3. Ovulation Phase (Days 14-21) – Your Inner Summer (Full Moon Energy)
Keywords: Embody, Strong, Social, Magnetic
You’re at your peak energy, radiating confidence and vitality. Focus on foods that sustain high energy and promote hydration.
Best tasks & self-care:
• Host events, collaborate, and network.
• Engage in intense workouts like strength training or dancing.
• Celebrate your body with skincare rituals and beauty treatments.
Foods to eat:
• Light and hydrating foods like cucumber, watermelon, and leafy greens.
• Zinc-rich foods like pumpkin seeds and seafood to support egg health.
• Bright-colored fruits and vegetables like berries, bell peppers, and carrots.
• Smoothies with superfoods like maca, chia seeds, and avocado for hormonal support.
Essential oils:
• Geranium: Opens the heart and promotes connection.
• Ylang Ylang: Encourages sensuality and emotional openness.
• Magnolia: Enhances self-compassion and divine connection.
• Neroli: Connects to feminine energy and boosts confidence.
4. Luteal Phase (Days 22-28) – Your Inner Autumn (Waning Moon Energy)
Keywords: Finish, Focus, Prepare, Self-Care
Energy starts to slow, and your body craves grounding and comfort. Focus on foods that stabilize blood sugar and support emotional balance.
Best tasks & self-care:
• Complete tasks, organize, and reflect on achievements.
• Gentle movement like yin yoga or restorative stretches.
• Practice self-care rituals, such as aromatherapy or journaling.
Foods to eat:
• Complex carbs like sweet potatoes, brown rice, and oats for energy and serotonin.
• Magnesium-rich foods like dark chocolate, almonds, and bananas to reduce PMS symptoms.
• Herbal teas like chamomile or raspberry leaf for hormone support.
• Warming spices like cinnamon and nutmeg to comfort and ground.
Essential oils:
• Cypress: Supports emotional release and letting go.
• Clary Sage: Eases mood swings and cramping.
• Patchouli: Grounds emotions and stabilizes energy.
• Lemongrass: Helps release stagnant energy and old patterns.
Aligning with the Moon
If you don’t have a menstrual cycle, you can align your self-care and activities with the moon phases:
• New Moon (Menstrual Phase): Reflect, set intentions, and rest.
• Waxing Moon (Follicular Phase): Take action, plan, and explore.

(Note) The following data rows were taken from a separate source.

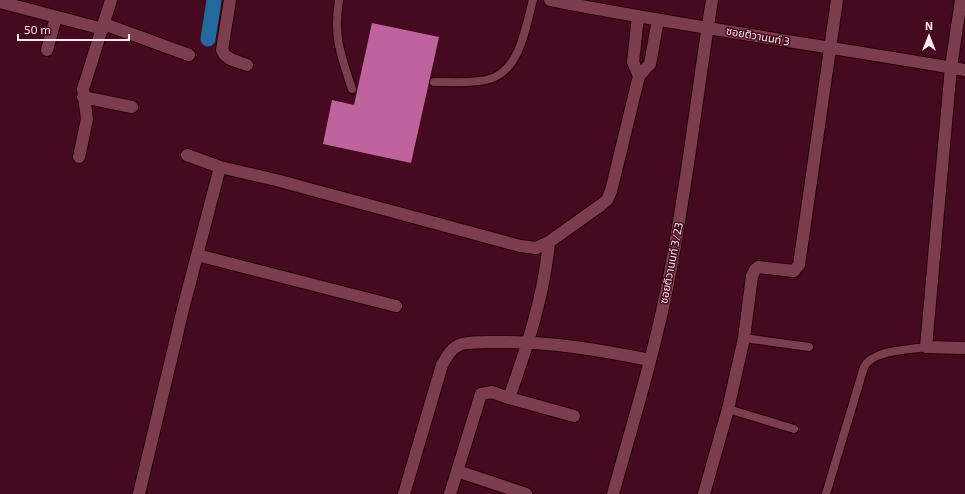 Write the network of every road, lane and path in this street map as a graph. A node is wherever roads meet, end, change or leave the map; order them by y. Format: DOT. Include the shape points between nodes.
graph roads {
  1 [pos="111,0"];
  2 [pos="230,0"];
  3 [pos="339,0"];
  4 [pos="533,0"];
  5 [pos="550,0"];
  6 [pos="712,0"];
  7 [pos="837,0"];
  8 [pos="961,0"];
  9 [pos="0,2"];
  10 [pos="56,17"];
  11 [pos="638,17"];
  12 [pos="658,20"];
  13 [pos="103,27"];
  14 [pos="707,27"];
  15 [pos="830,49"];
  16 [pos="47,50"];
  17 [pos="189,56"];
  18 [pos="246,64"];
  19 [pos="951,68"];
  20 [pos="965,70"];
  21 [pos="639,76"];
  22 [pos="434,82"];
  23 [pos="352,89"];
  24 [pos="83,97"];
  25 [pos="132,107"];
  26 [pos="187,155"];
  27 [pos="79,157"];
  28 [pos="220,167"];
  29 [pos="549,242"];
  30 [pos="197,255"];
  31 [pos="396,306"];
  32 [pos="744,338"];
  33 [pos="528,342"];
  34 [pos="809,346"];
  35 [pos="926,346"];
  36 [pos="965,348"];
  37 [pos="650,360"];
  38 [pos="509,398"];
  39 [pos="728,409"];
  40 [pos="574,416"];
  41 [pos="794,429"];
  42 [pos="456,471"];
  43 [pos="139,494"];
  44 [pos="404,494"];
  45 [pos="450,494"];
  46 [pos="526,494"];
  47 [pos="613,494"];
  48 [pos="704,494"];
  49 [pos="826,494"];
  1 -- 13 [label="street"];
  2 -- 18 [label="street" via="222,50 228,59"];
  3 -- 23 [label="lane" via="336,33"];
  4 -- 22 [label="lane" via="524,37 506,71 494,78 482,80"];
  5 -- 11 [label="street, ซอยติวานนท์ 3"];
  6 -- 14 [label="street, ซอยติวานนท์ 3/23"];
  7 -- 15 [label="street"];
  8 -- 19 [label="street"];
  9 -- 10 [label="street"];
  10 -- 13 [label="street"];
  10 -- 16 [label="street"];
  11 -- 12 [label="street, ซอยติวานนท์ 3"];
  11 -- 21 [label="street" via="632,62"];
  12 -- 14 [label="street, ซอยติวานนท์ 3"];
  12 -- 21 [label="street" via="650,64"];
  13 -- 17 [label="street"];
  13 -- 24 [label="street" via="84,84"];
  14 -- 15 [label="street, ซอยติวานนท์ 3"];
  14 -- 37 [label="street, ซอยติวานนท์ 3/23" via="680,214 669,278"];
  15 -- 19 [label="street, ซอยติวานนท์ 3"];
  15 -- 32 [label="street" via="798,265 794,271 758,267 754,270"];
  19 -- 20 [label="street, ซอยติวานนท์ 3"];
  19 -- 35 [label="street"];
  21 -- 29 [label="street" via="607,200"];
  24 -- 25 [label="street"];
  24 -- 27 [label="street" via="86,126"];
  26 -- 28 [label="street"];
  28 -- 29 [label="street" via="520,246 536,248"];
  28 -- 30 [label="street"];
  29 -- 33 [label="street" via="542,288"];
  30 -- 31 [label="street"];
  30 -- 43 [label="street"];
  32 -- 34 [label="lane"];
  32 -- 39 [label="street"];
  33 -- 37 [label="street" via="589,348"];
  33 -- 38 [label="street"];
  33 -- 44 [label="street" via="474,342 461,344 450,351 442,365"];
  35 -- 36 [label="street"];
  35 -- 49 [label="lane" via="873,356 867,360"];
  37 -- 47 [label="street, ซอยติวานนท์ 3/23"];
  38 -- 40 [label="street"];
  38 -- 42 [label="street" via="492,392 481,394"];
  39 -- 41 [label="lane"];
  39 -- 48 [label="street"];
  42 -- 45 [label="street"];
  42 -- 46 [label="street"];
} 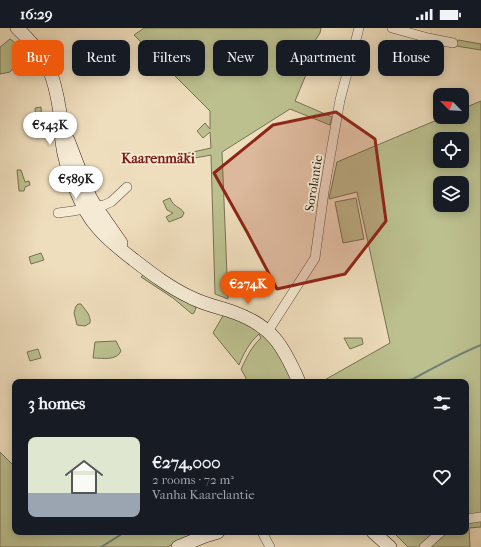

• Full Moon (Ovulation Phase): Celebrate, connect, and shine.
• Waning Moon (Luteal Phase): Complete, reflect, and release.
Syncing your cycle with the moon, nourishing foods, and essential oils is a powerful way to honor your body, cultivate balance, and harness your natural rhythms.
Which phase are you embracing right now? Start tuning in, and see how it transforms your energy and productivity!
Resources I’ve found really helpful in understanding my cycle. Living in Synch by Myriam Rolle.